● Task statement: Look through the lines below for the word "dead", and copy every line that has it.

[Saved data entries]

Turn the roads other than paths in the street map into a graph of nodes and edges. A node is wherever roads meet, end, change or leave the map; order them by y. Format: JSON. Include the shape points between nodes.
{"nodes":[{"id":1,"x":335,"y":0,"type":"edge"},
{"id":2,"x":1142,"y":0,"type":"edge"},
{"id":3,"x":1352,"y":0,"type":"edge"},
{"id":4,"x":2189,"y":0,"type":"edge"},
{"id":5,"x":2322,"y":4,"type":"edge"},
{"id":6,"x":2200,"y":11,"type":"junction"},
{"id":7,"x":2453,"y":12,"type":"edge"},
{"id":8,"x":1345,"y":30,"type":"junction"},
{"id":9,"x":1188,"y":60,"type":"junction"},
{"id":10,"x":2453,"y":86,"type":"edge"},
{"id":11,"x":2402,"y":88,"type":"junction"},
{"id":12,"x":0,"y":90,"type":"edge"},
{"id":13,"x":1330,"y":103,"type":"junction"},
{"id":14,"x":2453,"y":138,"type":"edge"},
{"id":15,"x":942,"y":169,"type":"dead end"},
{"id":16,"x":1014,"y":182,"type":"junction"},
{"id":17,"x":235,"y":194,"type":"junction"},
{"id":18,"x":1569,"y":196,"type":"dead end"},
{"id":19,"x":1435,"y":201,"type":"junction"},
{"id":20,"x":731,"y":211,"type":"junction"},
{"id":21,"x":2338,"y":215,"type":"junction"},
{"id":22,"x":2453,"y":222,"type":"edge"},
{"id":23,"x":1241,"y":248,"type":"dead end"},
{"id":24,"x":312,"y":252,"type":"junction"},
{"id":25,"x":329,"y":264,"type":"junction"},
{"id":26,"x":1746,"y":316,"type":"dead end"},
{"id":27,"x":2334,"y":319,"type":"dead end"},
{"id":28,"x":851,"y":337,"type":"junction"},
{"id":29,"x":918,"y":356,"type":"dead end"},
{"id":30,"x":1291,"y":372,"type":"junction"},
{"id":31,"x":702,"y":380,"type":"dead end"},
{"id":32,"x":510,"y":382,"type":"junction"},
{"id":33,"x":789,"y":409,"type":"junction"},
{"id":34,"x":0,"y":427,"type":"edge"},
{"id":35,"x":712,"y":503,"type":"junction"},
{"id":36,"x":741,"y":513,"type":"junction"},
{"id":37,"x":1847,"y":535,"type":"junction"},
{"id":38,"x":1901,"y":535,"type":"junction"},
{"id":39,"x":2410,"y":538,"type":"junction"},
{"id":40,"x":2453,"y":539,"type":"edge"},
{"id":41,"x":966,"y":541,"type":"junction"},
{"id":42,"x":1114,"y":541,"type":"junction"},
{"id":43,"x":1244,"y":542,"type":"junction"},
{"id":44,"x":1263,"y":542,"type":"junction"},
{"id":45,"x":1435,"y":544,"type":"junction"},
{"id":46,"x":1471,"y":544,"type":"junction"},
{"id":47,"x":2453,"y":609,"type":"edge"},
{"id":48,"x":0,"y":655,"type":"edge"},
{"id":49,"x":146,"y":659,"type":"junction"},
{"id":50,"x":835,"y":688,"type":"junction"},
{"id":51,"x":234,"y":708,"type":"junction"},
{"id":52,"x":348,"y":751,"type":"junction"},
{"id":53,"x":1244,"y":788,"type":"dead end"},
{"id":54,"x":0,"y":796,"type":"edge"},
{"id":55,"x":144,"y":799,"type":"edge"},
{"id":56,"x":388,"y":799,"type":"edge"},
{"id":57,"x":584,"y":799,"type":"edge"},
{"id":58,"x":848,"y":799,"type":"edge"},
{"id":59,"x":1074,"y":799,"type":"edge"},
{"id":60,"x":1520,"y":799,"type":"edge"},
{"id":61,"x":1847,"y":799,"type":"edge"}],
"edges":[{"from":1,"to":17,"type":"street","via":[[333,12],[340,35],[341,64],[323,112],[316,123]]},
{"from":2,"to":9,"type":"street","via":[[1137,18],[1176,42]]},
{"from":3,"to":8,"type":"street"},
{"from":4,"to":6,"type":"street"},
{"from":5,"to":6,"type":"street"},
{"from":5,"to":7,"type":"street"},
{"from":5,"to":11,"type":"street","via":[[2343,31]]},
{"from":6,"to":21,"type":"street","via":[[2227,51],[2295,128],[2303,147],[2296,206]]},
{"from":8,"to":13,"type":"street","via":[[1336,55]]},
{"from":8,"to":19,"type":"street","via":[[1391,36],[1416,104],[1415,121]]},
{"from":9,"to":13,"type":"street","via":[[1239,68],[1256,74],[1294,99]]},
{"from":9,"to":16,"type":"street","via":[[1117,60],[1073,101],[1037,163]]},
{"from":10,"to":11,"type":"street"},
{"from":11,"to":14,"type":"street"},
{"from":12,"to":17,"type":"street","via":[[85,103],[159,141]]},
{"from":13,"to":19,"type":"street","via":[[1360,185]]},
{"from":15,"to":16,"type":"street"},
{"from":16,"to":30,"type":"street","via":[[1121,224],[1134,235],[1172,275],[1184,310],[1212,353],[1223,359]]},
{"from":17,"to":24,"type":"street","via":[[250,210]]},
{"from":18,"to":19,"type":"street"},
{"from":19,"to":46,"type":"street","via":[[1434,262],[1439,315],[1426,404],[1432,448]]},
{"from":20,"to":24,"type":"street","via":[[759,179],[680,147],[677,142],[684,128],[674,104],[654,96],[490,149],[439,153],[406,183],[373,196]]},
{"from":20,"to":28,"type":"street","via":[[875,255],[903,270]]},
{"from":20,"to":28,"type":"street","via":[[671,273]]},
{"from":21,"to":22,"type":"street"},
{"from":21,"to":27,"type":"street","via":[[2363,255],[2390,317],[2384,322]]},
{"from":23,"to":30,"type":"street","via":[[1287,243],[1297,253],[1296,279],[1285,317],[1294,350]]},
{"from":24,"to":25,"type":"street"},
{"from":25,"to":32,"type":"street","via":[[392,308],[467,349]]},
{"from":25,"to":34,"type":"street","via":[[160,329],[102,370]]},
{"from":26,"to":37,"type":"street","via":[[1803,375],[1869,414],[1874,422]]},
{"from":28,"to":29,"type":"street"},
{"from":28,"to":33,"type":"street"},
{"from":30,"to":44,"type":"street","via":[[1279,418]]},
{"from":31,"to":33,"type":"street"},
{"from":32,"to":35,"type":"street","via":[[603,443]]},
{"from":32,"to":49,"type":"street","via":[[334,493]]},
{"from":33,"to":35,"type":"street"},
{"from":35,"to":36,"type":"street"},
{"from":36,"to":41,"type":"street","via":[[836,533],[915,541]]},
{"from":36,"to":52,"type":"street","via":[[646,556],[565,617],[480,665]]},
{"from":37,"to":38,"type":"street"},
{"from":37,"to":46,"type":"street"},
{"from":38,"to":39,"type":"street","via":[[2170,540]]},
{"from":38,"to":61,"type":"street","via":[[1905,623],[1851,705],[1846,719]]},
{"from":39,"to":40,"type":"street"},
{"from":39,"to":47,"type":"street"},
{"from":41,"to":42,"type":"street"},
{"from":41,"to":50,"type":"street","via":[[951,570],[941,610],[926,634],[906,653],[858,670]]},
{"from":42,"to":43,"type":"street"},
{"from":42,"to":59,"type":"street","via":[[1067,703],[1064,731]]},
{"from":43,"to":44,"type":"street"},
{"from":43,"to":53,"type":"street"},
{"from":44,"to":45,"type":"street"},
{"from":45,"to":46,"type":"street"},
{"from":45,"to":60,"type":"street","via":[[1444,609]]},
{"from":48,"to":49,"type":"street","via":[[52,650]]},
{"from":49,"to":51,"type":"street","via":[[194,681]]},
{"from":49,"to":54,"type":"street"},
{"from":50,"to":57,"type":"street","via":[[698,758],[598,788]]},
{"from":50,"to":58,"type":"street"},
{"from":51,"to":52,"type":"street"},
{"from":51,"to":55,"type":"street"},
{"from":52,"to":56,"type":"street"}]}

● Exercise solution:
{"id":15,"x":942,"y":169,"type":"dead end"},
{"id":18,"x":1569,"y":196,"type":"dead end"},
{"id":23,"x":1241,"y":248,"type":"dead end"},
{"id":26,"x":1746,"y":316,"type":"dead end"},
{"id":27,"x":2334,"y":319,"type":"dead end"},
{"id":29,"x":918,"y":356,"type":"dead end"},
{"id":31,"x":702,"y":380,"type":"dead end"},
{"id":53,"x":1244,"y":788,"type":"dead end"},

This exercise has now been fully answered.